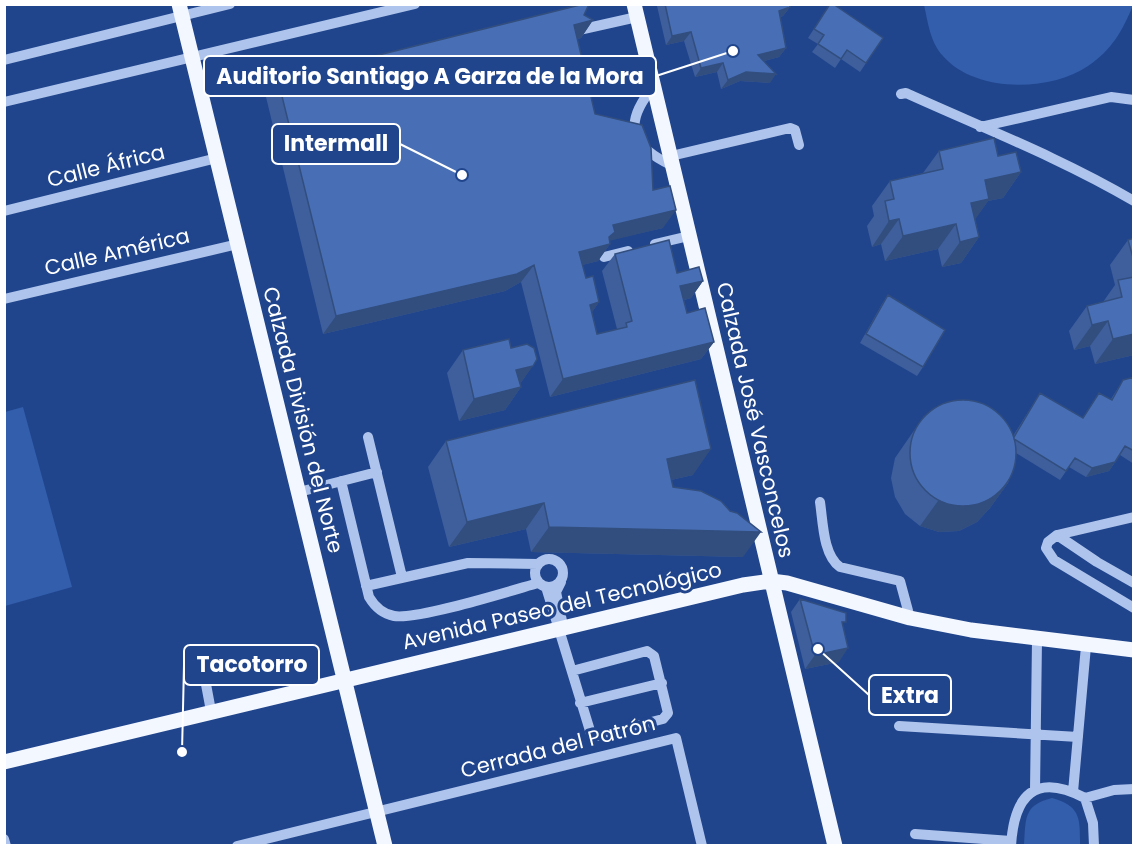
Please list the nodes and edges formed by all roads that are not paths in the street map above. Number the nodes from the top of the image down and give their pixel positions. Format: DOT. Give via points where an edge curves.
graph roads {
  1 [pos="230,4"];
  2 [pos="415,4"];
  3 [pos="180,10"];
  4 [pos="636,11"];
  5 [pos="579,30"];
  6 [pos="192,59"];
  7 [pos="4,60"];
  8 [pos="654,86"];
  9 [pos="902,94"];
  10 [pos="1134,100"];
  11 [pos="4,102"];
  12 [pos="980,127"];
  13 [pos="799,145"];
  14 [pos="217,158"];
  15 [pos="672,161"];
  16 [pos="1134,201"];
  17 [pos="4,211"];
  18 [pos="689,236"];
  19 [pos="238,244"];
  20 [pos="604,257"];
  21 [pos="4,299"];
  22 [pos="368,437"];
  23 [pos="377,472"];
  24 [pos="341,481"];
  25 [pos="299,492"];
  26 [pos="820,502"];
  27 [pos="1134,517"];
  28 [pos="1057,535"];
  29 [pos="538,564"];
  30 [pos="402,577"];
  31 [pos="771,581"];
  32 [pos="561,582"];
  33 [pos="1134,583"];
  34 [pos="542,585"];
  35 [pos="366,586"];
  36 [pos="1134,608"];
  37 [pos="910,618"];
  38 [pos="560,628"];
  39 [pos="1037,640"];
  40 [pos="1086,646"];
  41 [pos="1134,650"];
  42 [pos="572,671"];
  43 [pos="345,678"];
  44 [pos="662,683"];
  45 [pos="306,688"];
  46 [pos="580,703"];
  47 [pos="211,711"];
  48 [pos="899,726"];
  49 [pos="1036,735"];
  50 [pos="1078,737"];
  51 [pos="4,762"];
  52 [pos="1134,789"];
  53 [pos="1035,790"];
  54 [pos="1073,792"];
  55 [pos="1084,798"];
  56 [pos="376,811"];
  57 [pos="915,834"];
  58 [pos="4,838"];
  59 [pos="1011,843"];
  60 [pos="6,846"];
  61 [pos="237,846"];
  62 [pos="385,846"];
  63 [pos="702,846"];
  64 [pos="835,846"];
  65 [pos="1094,846"];
  1 -- 3 [label="street"];
  2 -- 6 [label="street"];
  3 -- 6 [label="main road, Calzada División del Norte"];
  3 -- 7 [label="street"];
  4 -- 5 [label="street"];
  4 -- 8 [label="main road, Calzada José Vasconcelos"];
  6 -- 11 [label="street"];
  6 -- 14 [label="main road, Calzada División del Norte"];
  8 -- 15 [label="main road, Calzada José Vasconcelos"];
  8 -- 15 [label="street" via="635,116 636,134 644,149"];
  9 -- 12 [label="street"];
  10 -- 12 [label="street" via="1111,97"];
  12 -- 16 [label="street" via="1073,166"];
  13 -- 15 [label="street" via="795,130 790,128"];
  14 -- 17 [label="street, Calle África"];
  14 -- 19 [label="main road, Calzada División del Norte"];
  15 -- 18 [label="main road, Calzada José Vasconcelos"];
  18 -- 20 [label="street"];
  18 -- 31 [label="main road, Calzada José Vasconcelos"];
  19 -- 21 [label="street, Calle América"];
  19 -- 25 [label="main road, Calzada División del Norte"];
  22 -- 23 [label="street"];
  23 -- 24 [label="street"];
  23 -- 30 [label="street"];
  24 -- 25 [label="street"];
  24 -- 35 [label="street"];
  25 -- 43 [label="main road, Calzada División del Norte"];
  26 -- 37 [label="street" via="834,563 900,581"];
  27 -- 28 [label="street"];
  28 -- 33 [label="street"];
  28 -- 36 [label="street" via="1046,548 1054,560"];
  29 -- 30 [label="street" via="468,563"];
  29 -- 32 [label="street" via="544,559 558,561 563,567"];
  29 -- 34 [label="street" via="535,577"];
  30 -- 35 [label="street"];
  31 -- 37 [label="main road, Avenida Paseo del Tecnológico" via="802,586"];
  31 -- 38 [label="main road, Avenida Paseo del Tecnológico"];
  31 -- 64 [label="main road, Calzada José Vasconcelos"];
  32 -- 34 [label="street" via="556,586"];
  32 -- 38 [label="street" via="556,592"];
  34 -- 35 [label="street" via="405,616 388,614 374,606"];
  34 -- 38 [label="street"];
  37 -- 39 [label="main road, Avenida Paseo del Tecnológico"];
  38 -- 42 [label="street"];
  38 -- 43 [label="main road, Avenida Paseo del Tecnológico"];
  39 -- 40 [label="main road, Avenida Paseo del Tecnológico"];
  39 -- 49 [label="street"];
  40 -- 41 [label="main road, Avenida Paseo del Tecnológico"];
  40 -- 50 [label="street"];
  42 -- 44 [label="street" via="647,651 654,656"];
  42 -- 46 [label="street"];
  43 -- 45 [label="main road, Avenida Paseo del Tecnológico"];
  43 -- 56 [label="main road, Calzada División del Norte"];
  44 -- 46 [label="street"];
  44 -- 46 [label="street" via="669,706 663,719 597,736 587,728"];
  45 -- 47 [label="main road, Avenida Paseo del Tecnológico"];
  45 -- 47 [label="street" via="294,656 205,679"];
  47 -- 51 [label="main road, Avenida Paseo del Tecnológico"];
  48 -- 49 [label="street"];
  49 -- 50 [label="street"];
  49 -- 53 [label="street"];
  50 -- 54 [label="street"];
  52 -- 55 [label="street"];
  53 -- 54 [label="street"];
  53 -- 59 [label="street" via="1020,803"];
  54 -- 55 [label="street"];
  55 -- 65 [label="street" via="1093,823"];
  56 -- 61 [label="street"];
  56 -- 62 [label="main road, Calzada División del Norte"];
  56 -- 63 [label="street, Cerrada del Patrón" via="676,738"];
  57 -- 59 [label="street"];
  58 -- 60 [label="street"];
}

### Your task
Please copy every line of the records above in which "Calle" appears.

### Written solution
  14 -- 17 [label="street, Calle África"];
  19 -- 21 [label="street, Calle América"];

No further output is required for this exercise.